KEY POINTS
  • Teton County is the world's first county to be certified as a Dark Sky Place, including the Jackson Hole Airport.
  • A decade of volunteer and legislative efforts show that broader municipalities can take steps to protect their night skies.
  • Made up of eight towns, two villages, two national parks and three national forests, the county receives millions of visitors every year.

Only 20% of Americans can see the Milky Way at night. Due to light pollution, the stars are mostly invisible for a full third of the planet’s inhabitants.

But through the work of a nonprofit, thousands of volunteers and legislators, efforts have been made to address the effects of significant light in night skies around the globe, which affect the health of both broader ecosystems and humans, too.

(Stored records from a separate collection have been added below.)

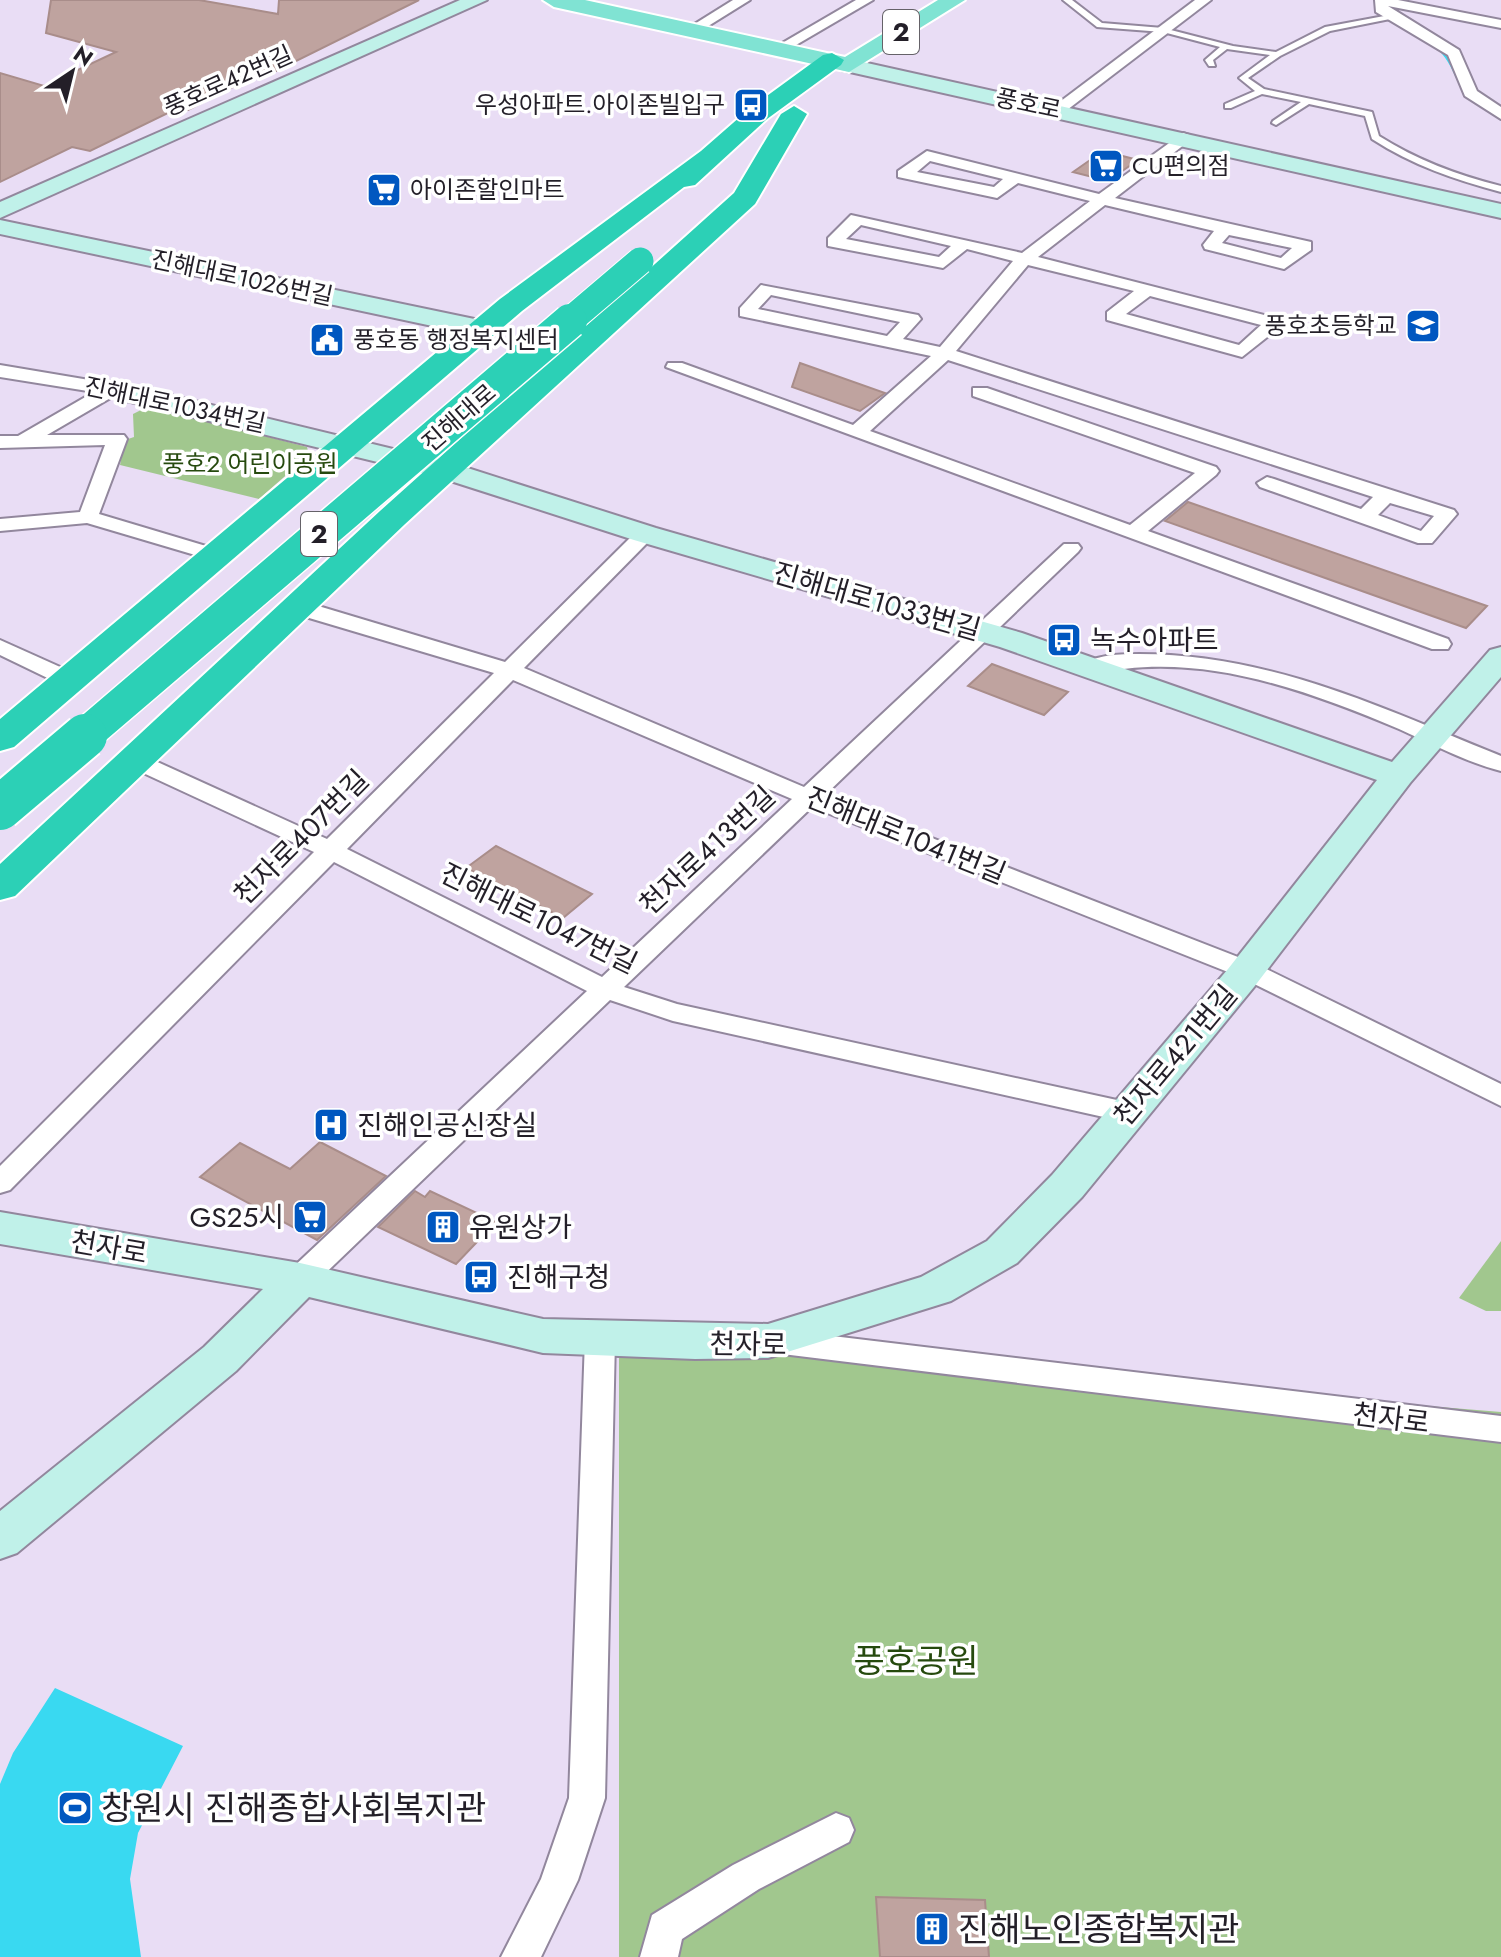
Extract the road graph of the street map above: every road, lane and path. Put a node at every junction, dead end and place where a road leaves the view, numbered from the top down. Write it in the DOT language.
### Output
graph roads {
  1 [pos="477,0"];
  2 [pos="554,0"];
  3 [pos="743,0"];
  4 [pos="866,0"];
  5 [pos="931,0"];
  6 [pos="954,0"];
  7 [pos="1067,0"];
  8 [pos="1204,0"];
  9 [pos="1380,0"];
  10 [pos="1392,16"];
  11 [pos="1501,24"];
  12 [pos="692,30"];
  13 [pos="1163,30"];
  14 [pos="1226,46"];
  15 [pos="779,49"];
  16 [pos="1277,54"];
  17 [pos="841,62"];
  18 [pos="1212,64"];
  19 [pos="1261,91"];
  20 [pos="1308,101"];
  21 [pos="1228,106"];
  22 [pos="1058,110"];
  23 [pos="794,114"];
  24 [pos="1501,114"];
  25 [pos="1276,123"];
  26 [pos="1183,138"];
  27 [pos="717,174"];
  28 [pos="1015,177"];
  29 [pos="1501,189"];
  30 [pos="1104,198"];
  31 [pos="0,211"];
  32 [pos="1501,211"];
  33 [pos="1119,219"];
  34 [pos="0,227"];
  35 [pos="1224,230"];
  36 [pos="964,243"];
  37 [pos="1211,245"];
  38 [pos="627,257"];
  39 [pos="1026,257"];
  40 [pos="1148,289"];
  41 [pos="484,329"];
  42 [pos="891,342"];
  43 [pos="944,353"];
  44 [pos="675,367"];
  45 [pos="0,371"];
  46 [pos="112,389"];
  47 [pos="980,392"];
  48 [pos="857,432"];
  49 [pos="23,441"];
  50 [pos="0,442"];
  51 [pos="350,445"];
  52 [pos="0,455"];
  53 [pos="445,470"];
  54 [pos="1267,483"];
  55 [pos="1386,495"];
  56 [pos="88,517"];
  57 [pos="1365,517"];
  58 [pos="0,525"];
  59 [pos="1133,533"];
  60 [pos="645,534"];
  61 [pos="1071,548"];
  62 [pos="219,556"];
  63 [pos="297,607"];
  64 [pos="984,632"];
  65 [pos="1440,644"];
  66 [pos="0,647"];
  67 [pos="1501,657"];
  68 [pos="1091,668"];
  69 [pos="509,670"];
  70 [pos="70,680"];
  71 [pos="1435,734"];
  72 [pos="0,739"];
  73 [pos="134,760"];
  74 [pos="1501,764"];
  75 [pos="0,769"];
  76 [pos="1398,776"];
  77 [pos="809,798"];
  78 [pos="0,808"];
  79 [pos="330,850"];
  80 [pos="0,887"];
  81 [pos="1247,970"];
  82 [pos="606,990"];
  83 [pos="1501,1096"];
  84 [pos="1126,1112"];
  85 [pos="0,1183"];
  86 [pos="0,1228"];
  87 [pos="300,1279"];
  88 [pos="600,1339"];
  89 [pos="768,1341"];
  90 [pos="1501,1429"];
  91 [pos="0,1539"];
  92 [pos="836,1830"];
  93 [pos="520,1957"];
  94 [pos="659,1957"];
  1 -- 31 [label="main road, 풍호로42번길"];
  2 -- 12 [label="main road, 풍호로"];
  3 -- 12 [label="street"];
  4 -- 15 [label="street"];
  5 -- 17 [label="main road, 진해대로 / 2"];
  6 -- 17 [label="main road, 진해대로 / 2"];
  7 -- 13 [label="lane"];
  8 -- 13 [label="street"];
  9 -- 10 [label="street"];
  9 -- 11 [label="street"];
  10 -- 16 [label="lane"];
  10 -- 24 [label="street"];
  12 -- 15 [label="main road, 풍호로"];
  13 -- 14 [label="lane"];
  13 -- 22 [label="street"];
  14 -- 16 [label="lane"];
  14 -- 18 [label="lane"];
  15 -- 17 [label="main road, 풍호로"];
  16 -- 19 [label="lane"];
  17 -- 22 [label="main road, 풍호로"];
  17 -- 23 [label="highway, 진해대로 / 2"];
  17 -- 27 [label="highway, 진해대로 / 2"];
  19 -- 20 [label="lane"];
  19 -- 21 [label="lane"];
  20 -- 25 [label="lane"];
  20 -- 29 [label="lane"];
  22 -- 26 [label="main road, 풍호로"];
  23 -- 27 [label="highway, 진해대로 / 2"];
  23 -- 53 [label="highway"];
  26 -- 30 [label="street"];
  26 -- 32 [label="main road, 풍호로"];
  27 -- 38 [label="highway, 진해대로 / 2"];
  27 -- 41 [label="highway"];
  28 -- 28 [label="street"];
  28 -- 30 [label="street"];
  30 -- 35 [label="street"];
  30 -- 39 [label="street"];
  33 -- 37 [label="street"];
  34 -- 41 [label="main road, 진해대로1026번길"];
  35 -- 37 [label="street"];
  35 -- 37 [label="street"];
  36 -- 36 [label="street"];
  36 -- 39 [label="street"];
  38 -- 75 [label="highway, 진해대로 / 2"];
  38 -- 78 [label="highway, 진해대로 / 2, bridge"];
  39 -- 40 [label="street"];
  39 -- 43 [label="street"];
  40 -- 40 [label="street"];
  41 -- 51 [label="highway"];
  42 -- 42 [label="street"];
  42 -- 43 [label="street"];
  43 -- 48 [label="street"];
  43 -- 55 [label="street"];
  44 -- 48 [label="street"];
  45 -- 46 [label="street, 진해대로1034번길"];
  46 -- 49 [label="street"];
  46 -- 51 [label="main road, 진해대로1034번길"];
  47 -- 59 [label="street"];
  48 -- 59 [label="street"];
  49 -- 50 [label="street"];
  49 -- 52 [label="street"];
  49 -- 56 [label="street"];
  51 -- 53 [label="main road, 진해대로1033번길"];
  51 -- 62 [label="highway"];
  53 -- 60 [label="main road, 진해대로1033번길"];
  53 -- 63 [label="highway"];
  54 -- 57 [label="street"];
  55 -- 57 [label="street"];
  55 -- 57 [label="street"];
  56 -- 58 [label="street"];
  56 -- 62 [label="street"];
  59 -- 65 [label="street"];
  60 -- 64 [label="main road, 진해대로1033번길"];
  60 -- 69 [label="street, 천자로407번길"];
  61 -- 64 [label="street, 천자로413번길"];
  62 -- 70 [label="highway"];
  63 -- 69 [label="street, 진해대로1041번길"];
  63 -- 73 [label="highway"];
  64 -- 68 [label="main road, 진해대로1033번길"];
  64 -- 77 [label="street, 천자로413번길"];
  66 -- 70 [label="street"];
  67 -- 71 [label="main road, 천자로421번길"];
  68 -- 71 [label="street"];
  68 -- 76 [label="main road, 진해대로1033번길"];
  69 -- 77 [label="street, 진해대로1041번길"];
  69 -- 79 [label="street, 천자로407번길"];
  70 -- 72 [label="highway"];
  71 -- 74 [label="street"];
  71 -- 76 [label="main road, 천자로421번길"];
  73 -- 79 [label="street, 진해대로1047번길"];
  73 -- 80 [label="highway"];
  76 -- 81 [label="main road, 천자로421번길"];
  77 -- 81 [label="street, 진해대로1041번길"];
  77 -- 82 [label="street, 천자로413번길"];
  79 -- 82 [label="street, 진해대로1047번길"];
  79 -- 85 [label="street, 천자로407번길"];
  81 -- 83 [label="street, 진해대로1041번길"];
  81 -- 84 [label="main road, 천자로421번길"];
  82 -- 84 [label="street, 진해대로1047번길"];
  82 -- 87 [label="street, 천자로413번길"];
  84 -- 89 [label="main road, 천자로421번길"];
  86 -- 87 [label="main road, 천자로"];
  87 -- 88 [label="main road, 천자로"];
  87 -- 91 [label="main road"];
  88 -- 89 [label="main road, 천자로"];
  88 -- 93 [label="street"];
  89 -- 90 [label="street, 천자로"];
  92 -- 94 [label="street"];
}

Dark Sky International, the nonprofit founded in 2001 in Flagstaff, Arizona, works with those volunteers, elected officials, private businesses and municipalities to give official designations of “Dark Sky Place.” The process can take years and requires proof of both established efforts to mitigate artificial light at night — introducing educational outreach and location wide “light policies”— and plans to enforce them over the years to come.

Its mission is “to restore the nighttime environment and protect communities and wildlife from light pollution.”

Around the world, there are over 230 places that have received accreditation — 32 of which are in Utah, such as Helper, Castle Valley and Moab as well as most of the big-name national parks. Most of those places are large parks, individual towns and a wide variety of nature preserves and its total reach is across 22 countries and covers more than 39 million acres.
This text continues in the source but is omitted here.